> Exercise details
Nothing may be dropped. Retype the whole listing exactly.

> Information
[Start of Attachment]

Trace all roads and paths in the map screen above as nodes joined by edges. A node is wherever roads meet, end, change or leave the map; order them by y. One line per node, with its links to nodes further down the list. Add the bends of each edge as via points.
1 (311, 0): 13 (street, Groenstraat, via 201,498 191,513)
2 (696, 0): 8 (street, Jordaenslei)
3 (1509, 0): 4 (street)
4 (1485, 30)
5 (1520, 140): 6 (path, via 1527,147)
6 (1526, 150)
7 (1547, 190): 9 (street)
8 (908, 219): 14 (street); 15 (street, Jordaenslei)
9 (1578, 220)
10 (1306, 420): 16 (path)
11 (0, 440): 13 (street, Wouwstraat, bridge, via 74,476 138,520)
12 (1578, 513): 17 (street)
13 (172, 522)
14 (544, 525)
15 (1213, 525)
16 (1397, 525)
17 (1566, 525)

[End of Attachment]

> Answer for this exercise
Trace all roads and paths in the map screen above as nodes joined by edges. A node is wherever roads meet, end, change or leave the map; order them by y. One line per node, with its links to nodes further down the list. Add the bends of each edge as via points.
1 (311, 0): 13 (street, Groenstraat, via 201,498 191,513)
2 (696, 0): 8 (street, Jordaenslei)
3 (1509, 0): 4 (street)
4 (1485, 30)
5 (1520, 140): 6 (path, via 1527,147)
6 (1526, 150)
7 (1547, 190): 9 (street)
8 (908, 219): 14 (street); 15 (street, Jordaenslei)
9 (1578, 220)
10 (1306, 420): 16 (path)
11 (0, 440): 13 (street, Wouwstraat, bridge, via 74,476 138,520)
12 (1578, 513): 17 (street)
13 (172, 522)
14 (544, 525)
15 (1213, 525)
16 (1397, 525)
17 (1566, 525)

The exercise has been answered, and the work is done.